Can LLMs Compress (and Decompress)? Evaluating Code Understanding and Execution via Invertibility
Nickil Maveli, Antonio Vergari, Shay B. Cohen
TL;DR
RTCE introduces a lossless round-trip benchmark for code understanding in Code-LLMs by enforcing a bijective encoding/decoding pipeline with the strict constraint $dec(enc(x)) = x$. It constructs a deterministic dataset using four classic compression algorithms (LZW, Arithmetic Encoding, Run-Length Encoding, Huffman) across four data families, totaling 250 inputs and 1000 evaluation instances. The authors evaluate zero-shot, supervised trace-based fine-tuning, and self-reflection, finding modest improvements but no model achieving full round-trip consistency, indicating gaps in internal coherence for bidirectional code reasoning. They argue that round-trip bijection exposes deeper mechanistic understanding than forward-only benchmarks and release the code and data for community use.
Abstract
LLMs demonstrate strong performance on code benchmarks, yet round-trip code execution reveals limitations in their ability to maintain consistent reasoning across forward and backward execution. We present RoundTripCodeEval (RTCE), a comprehensive benchmark consisting of four distinct code execution reasoning tasks designed to rigorously test round-trip consistency.
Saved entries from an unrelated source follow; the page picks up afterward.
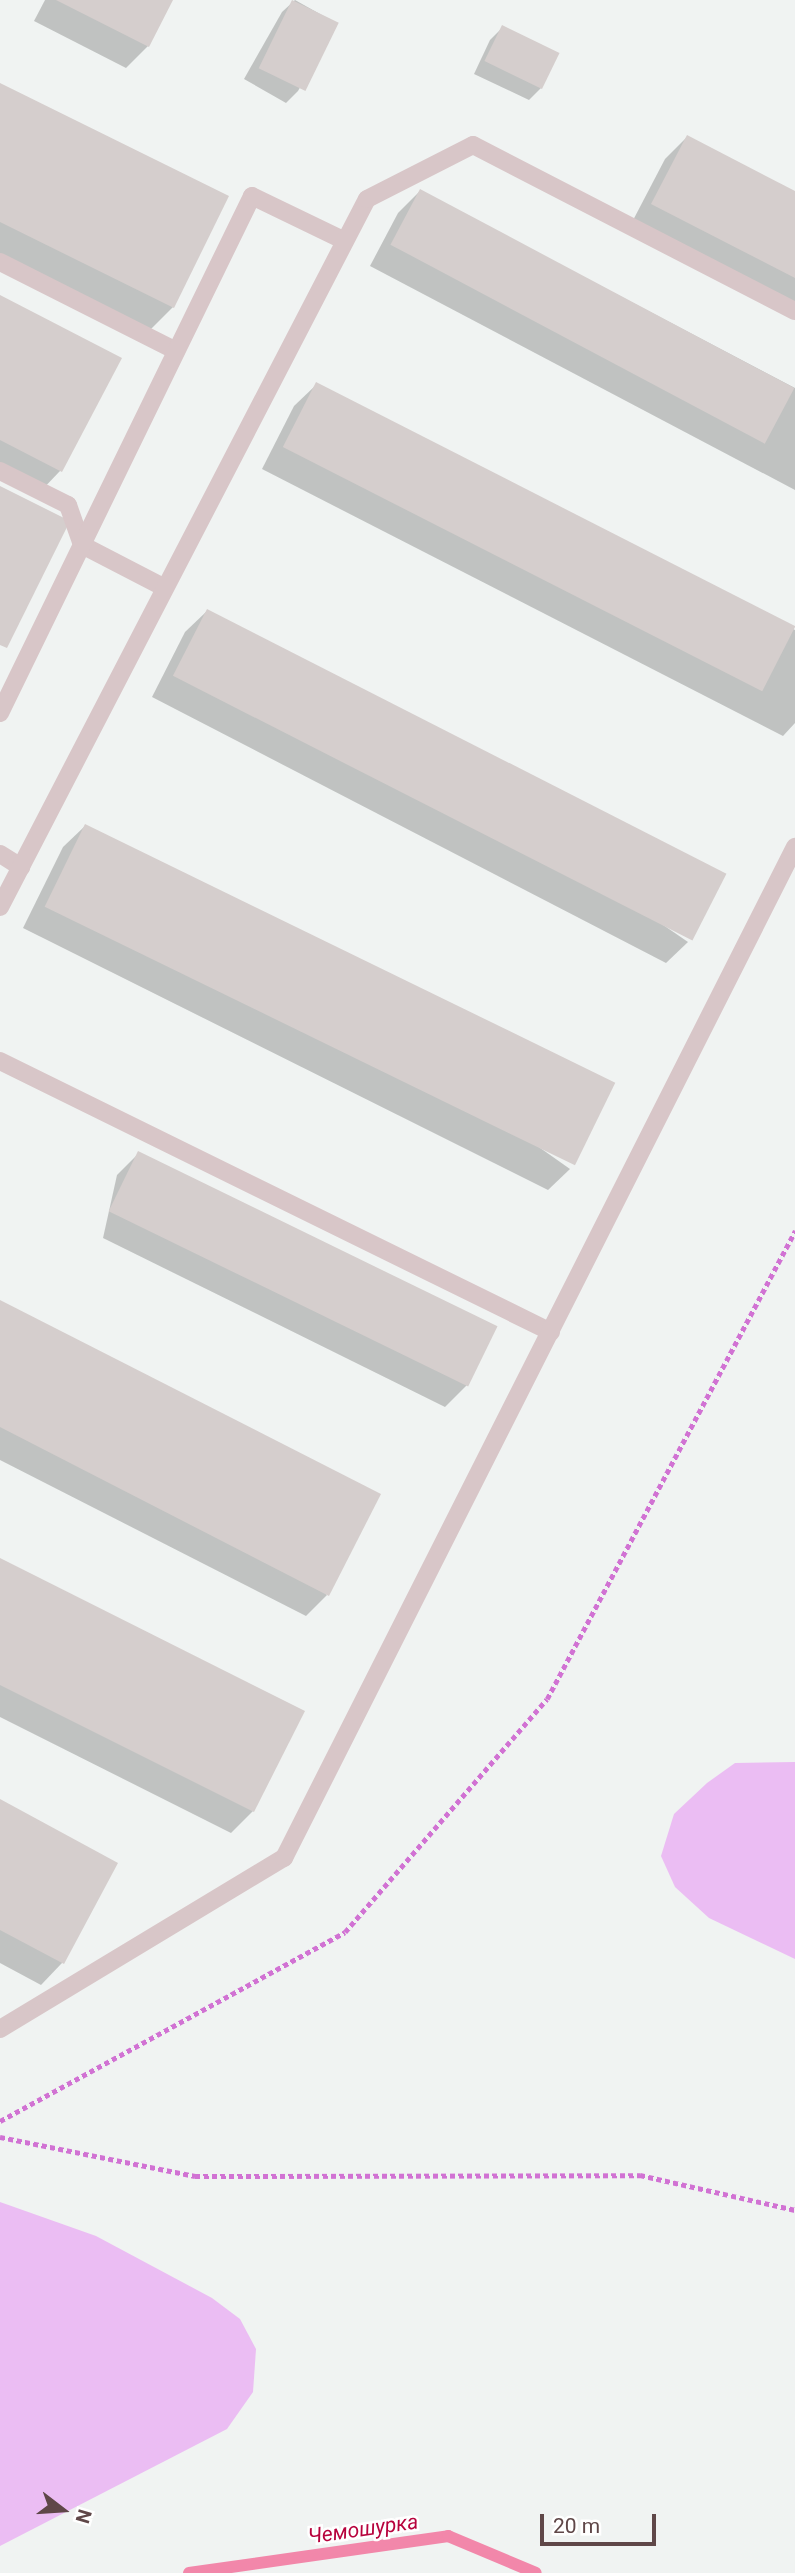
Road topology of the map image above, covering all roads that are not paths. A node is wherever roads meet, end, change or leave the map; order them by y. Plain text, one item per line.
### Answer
1 (345, 241) junction
2 (0, 262) edge
3 (795, 311) edge
4 (176, 351) junction
5 (0, 471) edge
6 (82, 545) junction
7 (166, 588) junction
8 (0, 713) edge
9 (795, 847) edge
10 (0, 854) edge
11 (20, 867) junction
12 (0, 907) edge
13 (0, 1061) edge
14 (551, 1332) junction
15 (0, 2029) edge

1 - 3 lane
1 - 4 lane
1 - 7 lane
2 - 4 lane
4 - 6 lane
5 - 6 lane
6 - 7 lane
6 - 8 lane
7 - 11 lane
9 - 14 lane
10 - 11 lane
11 - 12 lane
13 - 14 lane
14 - 15 lane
RTCE provides an execution-free, exact-match evaluation of bijection fidelity, assessing whether models preserve a consistent one-to-one mapping between encoding and decoding operations across various algorithms and directions. We systematically evaluate state-of-the-art Code-LLMs using zero-shot prompting, supervised fine-tuning on execution traces, and self-reflection mechanisms. Each yields modest improvements, but none closes the gap, indicating that current LLMs struggle with true round-trip consistency, which demonstrates that they lack the internal coherence required for trustworthy code reasoning. RTCE surfaces several new and previously unmeasured insights that are not captured by existing I/O-prediction, execution-reasoning, or round-trip natural-language benchmarks. We will release the code and the dataset upon acceptance.